Task statement.
The word "pinky" appears in some lines of the records below; state how many lines, and nothing else.

Extracted data.

- - -

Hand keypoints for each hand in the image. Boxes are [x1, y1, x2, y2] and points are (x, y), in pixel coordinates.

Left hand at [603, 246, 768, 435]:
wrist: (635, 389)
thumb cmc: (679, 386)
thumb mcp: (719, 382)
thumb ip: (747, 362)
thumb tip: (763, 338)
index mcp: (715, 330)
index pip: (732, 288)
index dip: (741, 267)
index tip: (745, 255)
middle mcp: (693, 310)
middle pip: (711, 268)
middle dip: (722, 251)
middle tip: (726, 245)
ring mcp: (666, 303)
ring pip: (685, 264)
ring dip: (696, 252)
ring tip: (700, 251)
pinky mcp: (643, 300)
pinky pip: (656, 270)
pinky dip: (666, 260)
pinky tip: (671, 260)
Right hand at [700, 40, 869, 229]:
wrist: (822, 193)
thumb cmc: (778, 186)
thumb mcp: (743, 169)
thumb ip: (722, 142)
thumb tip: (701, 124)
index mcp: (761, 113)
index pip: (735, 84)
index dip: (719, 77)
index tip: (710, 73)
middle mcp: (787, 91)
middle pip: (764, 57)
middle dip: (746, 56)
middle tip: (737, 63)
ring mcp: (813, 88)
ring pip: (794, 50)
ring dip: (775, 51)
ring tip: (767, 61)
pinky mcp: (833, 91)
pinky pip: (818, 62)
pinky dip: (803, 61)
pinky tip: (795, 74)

- - -

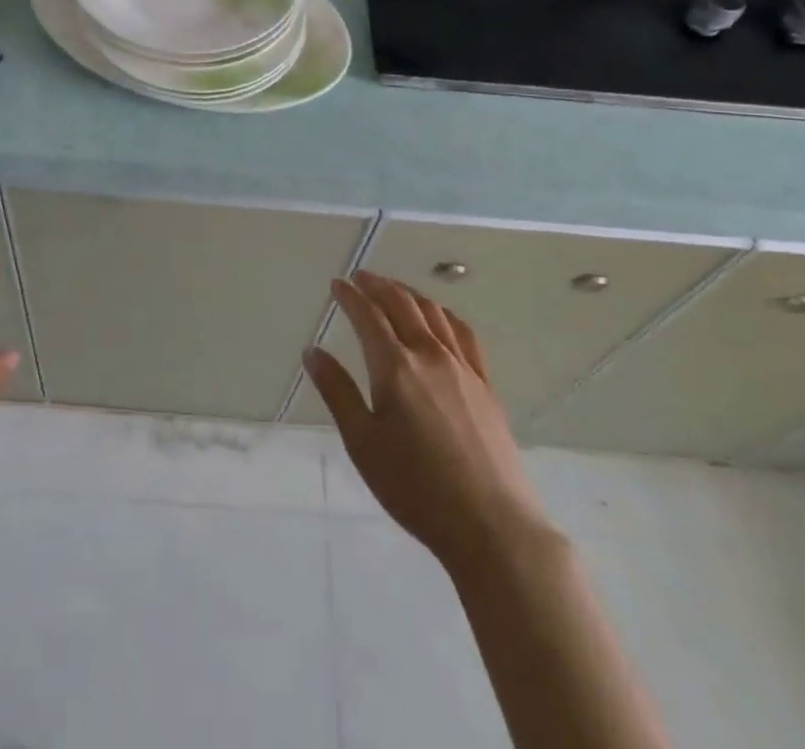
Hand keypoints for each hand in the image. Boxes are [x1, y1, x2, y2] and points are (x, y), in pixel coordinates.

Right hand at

- - -

Solution to this problem.
8